Others told reporters that the men in the video held the victim at gunpoint and forced her to say that she hadn’t been attacked. Linda Johansson told Swedish Television News that one of the men “was putting the words in her mouth,” and that he “was very derisive and laughed throughout.”
As the police heard the reports, they asked that anyone who had seen the video make images available to law enforcement. According to Swedish Television News, hundreds likely saw the video, and images of the rape suspects were shared widely on social media.
On Monday, police arrested three men, ages 18, 20 and 24, in Uppsala, Sweden.
Christine Chen, a Facebook spokeswoman, told The New York Times that, “this is a hideous crime and we do not tolerate this kind of content on Facebook.” She added that, “if someone does violate our community standards while using Live, we want to interrupt these streams as quickly as possible when they’re reported to us. So we’ve given people a way to report violations during a live broadcast.”
It is not the first alleged crime to have been broadcast on Facebook Live. On January 5, four people in Chicago were charged with aggravated kidnapping and a hate crime after allegedly beating and abusing a mentally disabled man in an attack that was broadcast on the social network.
Meanwhile, countries across Europe have been grappling with ways to fight sexual assault. A European Commission study last year found widespread disagreement on what counts as rape across the continent. In some countries, 55 per cent of the population said that sex without consent is justifiable if a woman wears revealing clothing, flirts or gets drunk. Overall, 27 per cent of Europeans agreed.
Lawmakers in some countries have responded by tightening their laws. Germany recently rewrote its relatively lax sexual assault laws. Now, if someone has sex with someone after they say “no,” that’s rape even if the victim doesn’t physically struggle. This week, the Irish government passed a new measure that would explicitly outlaw sex with someone who is passed-out drunk.
Under old Irish law, a rape has occurred if “a person has not consented to intercourse and/or if the perpetrator was reckless as to whether the victim did or did not consent.”
That ambiguous wording left courts to determine exactly where the lines and limits were. The new law, legislators hope, clears up what should have already been obvious: that without vocal, continued consent, sex is rape.

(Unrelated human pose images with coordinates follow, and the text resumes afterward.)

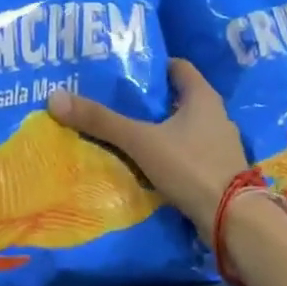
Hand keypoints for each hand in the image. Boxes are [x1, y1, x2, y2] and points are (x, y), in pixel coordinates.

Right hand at [46, 59, 247, 243]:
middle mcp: (216, 116)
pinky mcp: (217, 171)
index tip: (126, 72)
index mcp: (203, 97)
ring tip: (127, 134)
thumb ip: (101, 121)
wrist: (232, 219)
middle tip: (117, 102)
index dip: (153, 66)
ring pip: (183, 128)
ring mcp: (219, 145)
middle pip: (179, 98)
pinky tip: (147, 164)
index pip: (178, 68)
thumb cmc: (190, 166)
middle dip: (150, 101)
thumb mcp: (140, 141)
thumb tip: (55, 98)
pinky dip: (168, 154)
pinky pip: (187, 153)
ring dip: (159, 129)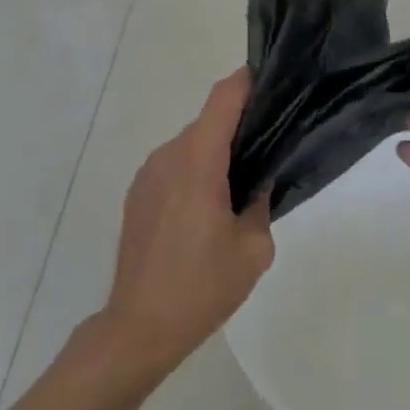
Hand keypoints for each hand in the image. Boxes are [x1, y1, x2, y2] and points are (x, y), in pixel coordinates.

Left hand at [103, 70, 272, 368]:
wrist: (138, 328)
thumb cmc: (201, 287)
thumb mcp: (253, 249)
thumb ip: (261, 203)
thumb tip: (258, 181)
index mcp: (198, 160)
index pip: (224, 97)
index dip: (247, 81)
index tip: (272, 81)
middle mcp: (169, 154)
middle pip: (209, 121)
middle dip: (239, 125)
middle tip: (270, 145)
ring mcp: (148, 173)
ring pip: (191, 144)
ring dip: (215, 152)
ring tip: (239, 185)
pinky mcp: (137, 193)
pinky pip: (174, 165)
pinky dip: (194, 170)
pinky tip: (206, 209)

Advocates for sexual assault victims have been pushing for stronger laws since the 1980s. But the issue faced new, intense scrutiny last year, when a rape case exploded in the media. A Polish national was found guilty of rape after he was caught “caressing and kissing” the neck of a woman who was passed out drunk at a bar. Video footage showed that the man had also unbuttoned the victim’s pants. Police were summoned and when they woke the victim, she said she had never met the man.
In a victim impact report, the woman said: “Before the incident, I would have described myself as a positive person. I was horrified and extremely embarrassed to see the footage. I felt ashamed and angry with myself.”